Questa edizione si basa su una scelta di fondo: dato
che nel 1882, la ‘sacra rappresentazione scenica’ rappresentò
l’avanguardia musicale più estrema, ci si è affidata a Romeo Castellucci che
per vent’anni, con la Societas Raffaello Sanzio ha rappresentato l’avanguardia
drammaturgica più innovativa in Italia e Francia, mietendo successi in vari
Paesi. Inoltre, nelle rappresentazioni bolognesi, si è in gran misura mantenuto
il cast di Bruxelles, ma si è affidata la concertazione e direzione d’orchestra
per il debutto di Roberto Abbado nei misteri della complessa partitura.
All’allestimento scenico, alla regia, agli effetti
speciali, ho dedicato un’analisi dettagliata sul quotidiano telematico Artribune.

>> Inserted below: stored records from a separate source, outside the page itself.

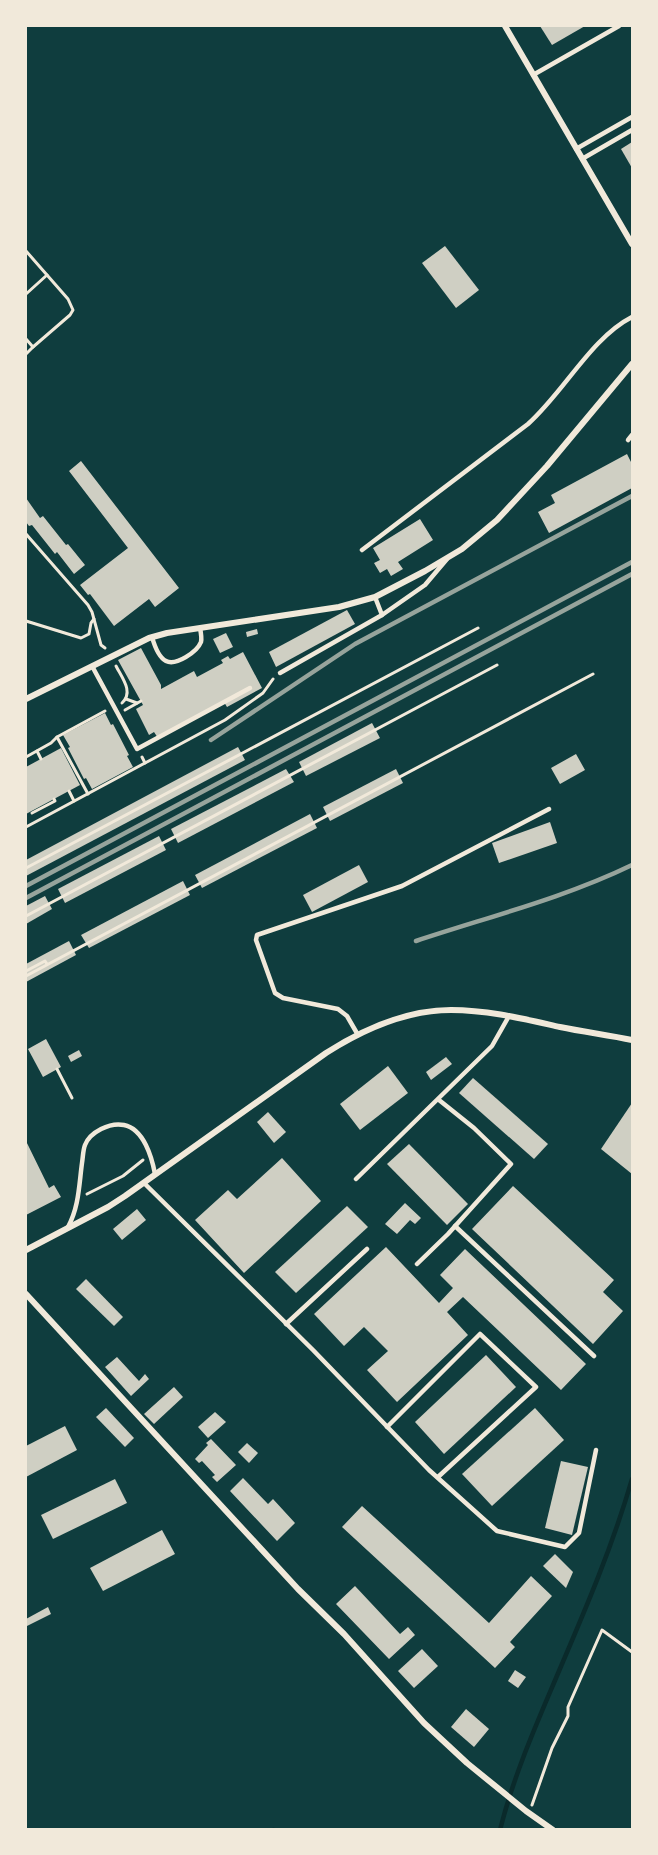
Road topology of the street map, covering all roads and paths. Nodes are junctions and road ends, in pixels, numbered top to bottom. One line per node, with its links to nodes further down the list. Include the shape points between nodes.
1 (505, 26): 3 (street)
2 (619, 26): 3 (lane)
3 (533, 75): 6 (street)
4 (633, 117): 6 (lane)
5 (633, 130): 7 (lane)
6 (576, 149): 7 (street)
7 (582, 159): 8 (street)
8 (633, 244)
9 (26, 251): 10 (path)
10 (47, 275): 11 (path); 14 (path, via 73,310)
11 (26, 294)
12 (633, 317): 20 (lane, via 610,331 528,424)
13 (26, 339): 14 (path)
14 (33, 347): 15 (path)
15 (26, 354)
16 (633, 364): 21 (street, via 519,497 478,537)
17 (633, 435): 18 (lane)
18 (628, 440)
19 (26, 534): 24 (path, via 87,605)
20 (362, 550)
21 (449, 557): 22 (street); 23 (lane, via 425,585)
22 (375, 597): 23 (lane); 26 (street, via 320,610)
23 (382, 615): 32 (lane)
24 (94, 620): 25 (path, via 89,634 81,638); 29 (path, via 101,645)
25 (26, 621)
26 (200, 628): 28 (street); 28 (lane, via 197,648 173,662 161,657)
27 (478, 628): 53 (path)
28 (152, 637): 29 (street)
29 (113, 655): 30 (street); 36 (path, via 126,685)
30 (92, 665): 35 (street); 38 (lane)
31 (496, 665): 54 (path)
32 (280, 673): 45 (path, via 263,693 225,720)
33 (593, 675): 55 (path)
34 (250, 688): 41 (lane)
35 (26, 699)
36 (126, 699): 37 (path); 38 (path)
37 (137, 704)
38 (114, 706): 41 (lane)
39 (111, 718): 40 (path, via 107,709)
40 (57, 737): 42 (path); 47 (path)
41 (137, 749): 45 (path)
42 (37, 751): 43 (path); 44 (path)
43 (26, 757)
44 (41, 759)
45 (145, 763): 47 (path)
46 (69, 791): 49 (path)
47 (88, 794): 49 (path)
48 (54, 799): 51 (path, via 32,812)
49 (74, 801): 51 (path)
50 (549, 810): 59 (lane, via 402,886 257,935 275,993 338,1009)
51 (37, 821): 52 (path)
52 (26, 827)
53 (26, 868)
54 (26, 916)
55 (47, 964): 56 (path, via 45,961); 57 (path)
56 (26, 971)
57 (26, 976)
58 (509, 1016): 59 (street, via 449,1010 416,1015); 60 (street); 63 (lane, via 492,1046)
59 (358, 1035): 65 (street, via 326,1053)
60 (633, 1040)
61 (57, 1069): 62 (path)
62 (72, 1098)
63 (439, 1100): 66 (lane); 69 (lane, via 511,1164)
64 (150, 1155): 65 (lane); 68 (path, via 123,1176); 68 (lane, via 135,1131 126,1125 97,1131 84,1146)
65 (155, 1174): 67 (street)
66 (356, 1179)
67 (144, 1183): 70 (street); 75 (lane)
68 (78, 1198): 70 (lane)
69 (455, 1226): 73 (lane); 76 (lane)
70 (67, 1229): 72 (street)
71 (367, 1249): 75 (lane)
72 (26, 1250)
73 (417, 1264)
74 (26, 1294): 81 (street, via 424,1723)
75 (286, 1324): 77 (lane)
76 (594, 1356)
77 (387, 1427): 79 (lane); 79 (lane, via 480,1334 536,1387)
78 (596, 1450): 79 (lane, via 579,1533 565,1547 497,1531)
79 (438, 1478)
80 (633, 1652): 81 (path, via 602,1630)
81 (528, 1812): 82 (street)
82 (553, 1830)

Quindi, questa recensione riguarda esclusivamente gli aspetti musicali. Anche
solo sotto questo profilo, si è alle prese con un Parsifal differente
dalla tradizione.
In primo luogo, la concertazione di Abbado. Parsifal
è un’opera in cui raramente i direttori d’orchestra rispettano i tempi
nonostante Engelberg Humperdinck, assistente di Wagner all’epoca del primo
allestimento, abbia tenuto un diario puntuale delle prove. I direttori
d’orchestra tendono a dilatare i tempi anche al fine di dare un’atmosfera più
‘sacrale’ al lavoro. Se ne ha la prova già nel primo atto, sotto gli occhi
vigili di Wagner, la matita di Humperdinck cronometrò a un’ora e 45 minuti il
tempo richiesto a Hermann Levy (direttore d’orchestra della prima edizione
assoluta) per dirigere come voluto dal compositore. Abbado mantiene
rigorosamente questo cronogramma. E’ una rarità. Nelle versioni dal vivo che ho
ascoltato, lo hanno fatto solo von Matacic, Kuhn, Ferro e Sinopoli. Se tengo
conto di quelle ascoltate in CD o DvD è una caratteristica principalmente di
Solti. Mentre Boulez porta il primo atto ad un’ora e 35 minuti, gli atri
tendono a dilatare: dalle circa due ore di Karajan, Levine e Gatti alle due e
venti minuti di Toscanini.
La concertazione richiede non solo un equilibrio tra
buca e palcoscenico, facilitato a Bayreuth dal fatto che il golfo mistico è
incassato sotto la scena, sia effetti stereofonici, resi possibili a Bayreuth,
da ‘praticabili’ in palcoscenico e nei palchi. Tali effetti sono
particolarmente importanti nella sequenza (ultima parte del primo atto) della
Consacrazione e dell’Eucarestia. Abbado risolve il nodo con un sipario bianco
che copre l’azione (sempre delicata da rappresentare in teatro) e dislocando il
coro in parte nei palchi di proscenio e nella galleria.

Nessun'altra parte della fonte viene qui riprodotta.